Babies

Transitioning Your Toddler from Co-Sleeper to Crib-Sleeper

He’ll only sleep with us!

At first, Attachment Parenting sounds really good. Responding to the baby’s needs, keeping her close for skin-to-skin contact, letting her learn independence at HER pace. I get it. I live on Maui, people — this is Attachment Parenting Central.

Or maybe you just accidentally fell into having baby sleep in your bed. Lots of babies don’t sleep well in the first year, and we’re so tired that we’re willing to do anything to get a little rest. Plus, it really can be dee-lish to snooze with that little sweetie right there.

But eventually, your little baby grows — into a toddler. And realizes that she can 1) keep herself awake on demand, 2) insist on nursing constantly through the night, and 3) crawl, climb and play all over Mom and Dad, who are trying (in vain) to sleep.

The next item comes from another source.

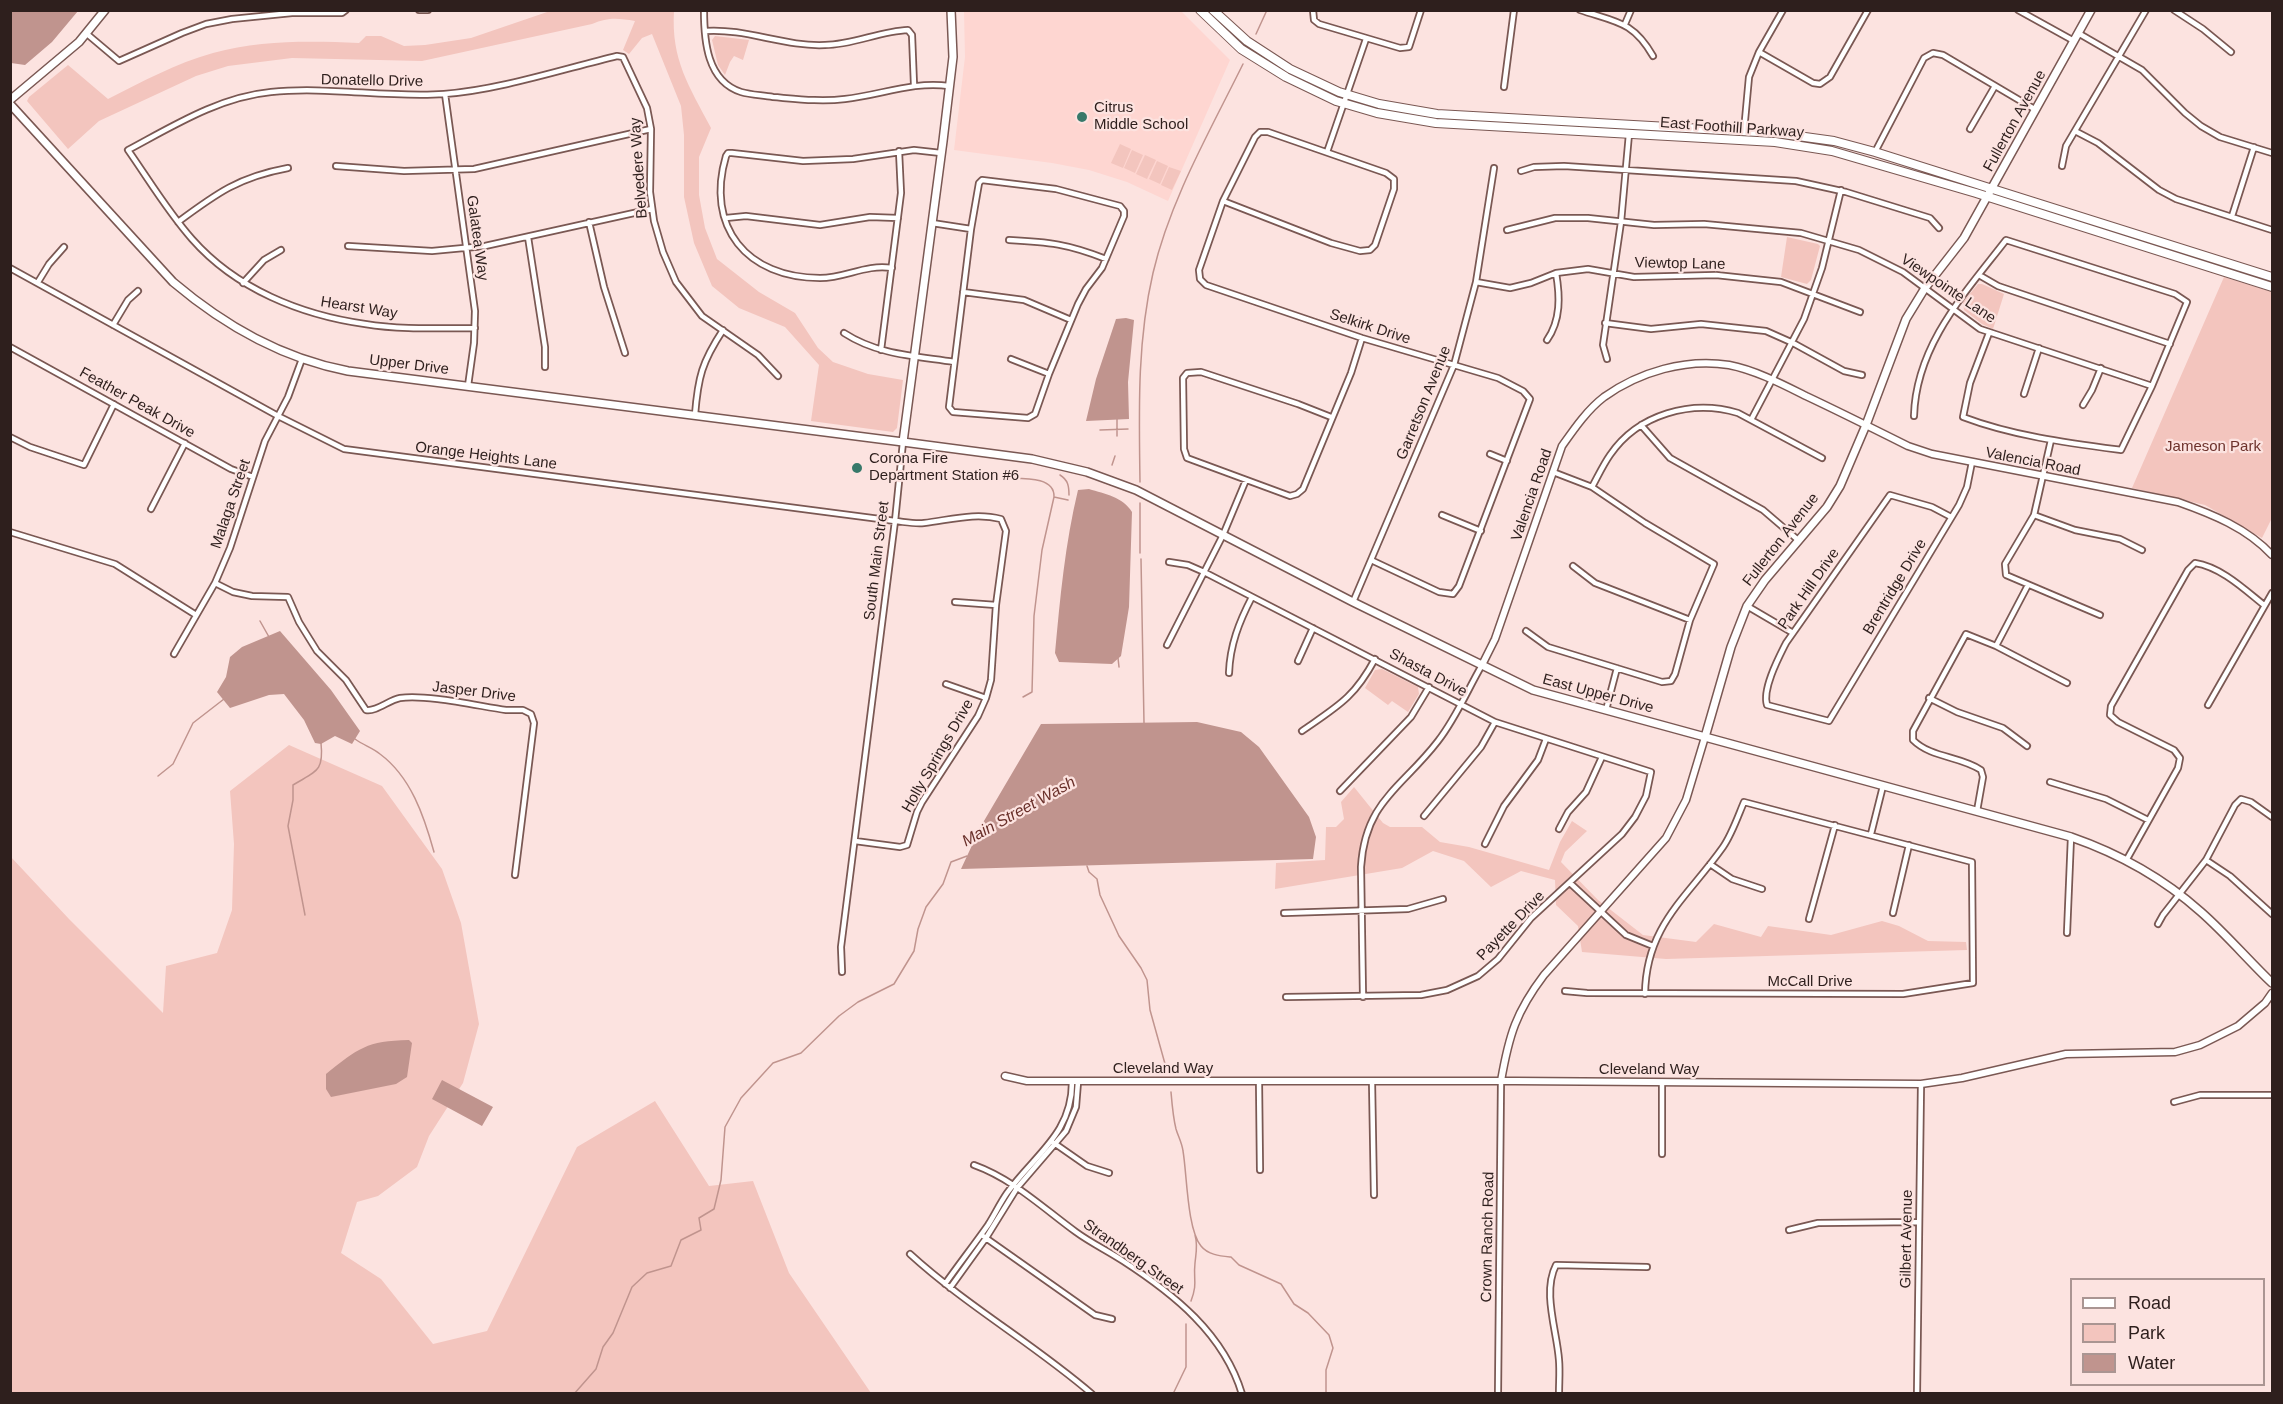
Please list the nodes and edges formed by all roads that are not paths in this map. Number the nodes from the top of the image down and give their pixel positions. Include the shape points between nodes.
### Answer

So I get a lot of desperate emails from readers like Amy who are re-thinking the Attachment Parenting thing. Maybe not the WHOLE thing, but the “not getting any sleep at night after umpteen months” thing. Is it possible to transition a toddler OUT of your bed, and INTO her own crib? (Or is a toddler bed in your room better?)

This is such a complicated situation that I’m devoting an entire chapter in my book to it. But until that’s available, here are some things to consider:

  • Toddlers don’t associate cribs with “jails” or “cages”, as some might suggest. That’s an adult projection. Toddlers feel relieved to have a safe, cozy, predictable place of their own to retreat to, after a long day toddling, climbing, and falling.
  • Letting a toddler have free access to your room (or the whole house) at night while co-sleeping (or sleeping in a toddler bed in your room) is enough to cause most parents to sleep with “one eye open”. Too much freedom, not enough sleep — and maybe not safe, I say.
  • Parents who aren’t getting much sleep after many, many months risk SERIOUS health consequences (think: life and death), plus the obvious negative impact on the relationship. Parents need some sleep to stay healthy and sane — plus their own time — together — to be “on the same page” and have a strong relationship. Even babies and toddlers can absorb — and accept — this message.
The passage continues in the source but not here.